2C-T-13, also known as 4-(2-methoxyethylthio)-2,5-dimethoxyphenethylamine, is a psychedelic drug of the phenethylamine and 2C families.

==Use and effects==
In his book PiHKAL (Phenethylamines I Have Known and Loved), Alexander Shulgin lists 2C-T-13's dose as 25 to 40 mg orally and its duration as 6 to 8 hours.
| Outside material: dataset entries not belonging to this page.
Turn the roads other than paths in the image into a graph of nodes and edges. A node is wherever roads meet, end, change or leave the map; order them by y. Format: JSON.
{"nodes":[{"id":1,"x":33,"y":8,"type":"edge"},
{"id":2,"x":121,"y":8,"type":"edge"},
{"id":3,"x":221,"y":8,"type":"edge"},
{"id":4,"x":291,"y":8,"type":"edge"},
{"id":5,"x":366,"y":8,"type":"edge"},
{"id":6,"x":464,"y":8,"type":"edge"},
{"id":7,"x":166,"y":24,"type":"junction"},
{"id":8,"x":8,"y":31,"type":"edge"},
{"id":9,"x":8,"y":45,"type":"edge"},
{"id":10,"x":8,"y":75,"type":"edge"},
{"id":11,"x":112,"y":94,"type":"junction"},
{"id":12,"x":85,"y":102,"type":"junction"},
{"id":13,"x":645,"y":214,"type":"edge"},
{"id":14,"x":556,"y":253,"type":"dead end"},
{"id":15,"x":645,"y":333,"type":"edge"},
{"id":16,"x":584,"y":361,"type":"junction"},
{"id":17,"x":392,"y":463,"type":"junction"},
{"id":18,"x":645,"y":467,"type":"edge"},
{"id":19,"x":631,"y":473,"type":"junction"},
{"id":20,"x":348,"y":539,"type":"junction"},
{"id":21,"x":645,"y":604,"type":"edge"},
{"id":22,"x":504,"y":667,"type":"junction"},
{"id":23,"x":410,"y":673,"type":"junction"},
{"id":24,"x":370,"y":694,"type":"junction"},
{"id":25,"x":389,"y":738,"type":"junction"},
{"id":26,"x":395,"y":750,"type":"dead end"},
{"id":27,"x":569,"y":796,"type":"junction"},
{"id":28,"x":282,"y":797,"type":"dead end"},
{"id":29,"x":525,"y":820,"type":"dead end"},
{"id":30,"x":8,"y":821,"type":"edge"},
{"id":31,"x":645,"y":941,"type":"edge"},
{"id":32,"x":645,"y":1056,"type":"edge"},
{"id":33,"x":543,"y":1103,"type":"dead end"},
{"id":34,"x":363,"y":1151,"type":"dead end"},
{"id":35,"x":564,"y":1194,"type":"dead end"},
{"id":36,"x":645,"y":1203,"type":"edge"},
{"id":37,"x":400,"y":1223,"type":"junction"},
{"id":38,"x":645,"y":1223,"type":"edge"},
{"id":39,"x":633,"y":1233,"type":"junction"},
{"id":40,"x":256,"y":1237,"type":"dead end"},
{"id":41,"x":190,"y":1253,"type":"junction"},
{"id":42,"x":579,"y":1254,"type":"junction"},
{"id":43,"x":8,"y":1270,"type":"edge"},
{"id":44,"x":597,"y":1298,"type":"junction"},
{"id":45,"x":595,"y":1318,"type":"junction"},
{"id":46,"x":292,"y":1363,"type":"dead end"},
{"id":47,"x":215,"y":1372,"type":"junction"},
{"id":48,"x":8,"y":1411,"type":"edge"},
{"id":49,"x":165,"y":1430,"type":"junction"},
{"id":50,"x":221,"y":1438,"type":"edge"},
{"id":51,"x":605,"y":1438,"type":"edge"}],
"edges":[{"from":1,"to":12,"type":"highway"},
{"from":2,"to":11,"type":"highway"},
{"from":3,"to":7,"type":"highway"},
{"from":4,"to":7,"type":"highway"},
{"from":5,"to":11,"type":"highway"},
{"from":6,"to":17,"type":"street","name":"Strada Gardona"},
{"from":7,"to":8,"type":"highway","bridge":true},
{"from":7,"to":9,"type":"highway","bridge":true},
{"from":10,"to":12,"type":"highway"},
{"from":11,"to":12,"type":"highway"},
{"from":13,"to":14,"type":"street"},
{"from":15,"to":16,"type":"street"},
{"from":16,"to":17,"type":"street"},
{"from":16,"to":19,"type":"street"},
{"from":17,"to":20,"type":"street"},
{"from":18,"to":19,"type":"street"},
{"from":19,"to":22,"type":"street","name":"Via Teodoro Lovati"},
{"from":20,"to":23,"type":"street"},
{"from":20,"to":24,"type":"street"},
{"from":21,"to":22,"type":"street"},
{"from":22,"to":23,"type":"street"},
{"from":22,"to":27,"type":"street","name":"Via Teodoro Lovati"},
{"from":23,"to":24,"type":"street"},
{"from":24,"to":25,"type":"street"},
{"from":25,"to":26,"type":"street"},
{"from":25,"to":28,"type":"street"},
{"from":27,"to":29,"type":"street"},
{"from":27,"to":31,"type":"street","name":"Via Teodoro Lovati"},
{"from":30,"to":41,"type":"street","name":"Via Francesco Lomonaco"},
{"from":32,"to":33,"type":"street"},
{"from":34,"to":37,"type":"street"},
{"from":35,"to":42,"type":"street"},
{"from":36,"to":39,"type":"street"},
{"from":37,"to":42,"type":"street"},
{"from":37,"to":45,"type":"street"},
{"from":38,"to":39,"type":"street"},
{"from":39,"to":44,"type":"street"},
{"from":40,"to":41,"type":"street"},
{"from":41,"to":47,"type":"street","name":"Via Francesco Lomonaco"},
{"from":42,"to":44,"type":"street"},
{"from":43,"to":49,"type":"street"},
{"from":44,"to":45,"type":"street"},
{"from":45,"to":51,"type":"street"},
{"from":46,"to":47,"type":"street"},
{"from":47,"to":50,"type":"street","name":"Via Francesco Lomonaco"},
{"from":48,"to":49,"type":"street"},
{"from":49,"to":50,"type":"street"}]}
The onset is 0.5 hours and time to peak is about 1 to 1.5 hours.

The effects of 2C-T-13 have been reported to include closed-eye visuals such as colored visuals, patterns, and geometric shapes, open-eye visuals such as color changes, auditory changes like feeling like radio sounds are coming from outside, touches of introspection, insights or personal development such as deciding to quit smoking, no mental confusion, lightheadedness, slight dizziness, nausea, stomach discomfort, diarrhea, and no appetite loss.

==Chemistry==
2C-T-13 has structural properties similar to mescaline and other drugs in the 2C-T series, with the most closely related compounds being 2C-T-7 and 2C-T-21.

===Synthesis===
The chemical synthesis of 2C-T-13 has been described.

==History==
2C-T-13 was first described in the scientific literature by Alexander Shulgin and colleagues in 1991. Subsequently, it was described in greater detail by Shulgin in his 1991 book PiHKAL (Phenethylamines I Have Known and Loved).

==Society and culture==
===Legal status===
====Canada====
As of October 31, 2016, 2C-T-13 is a controlled substance (Schedule III) in Canada.

====United States====
2C-T-13 is not scheduled in the United States, but possession and sales of 2C-T-13 could be prosecuted under the Federal Analog Act because of its structural similarities to 2C-T-7.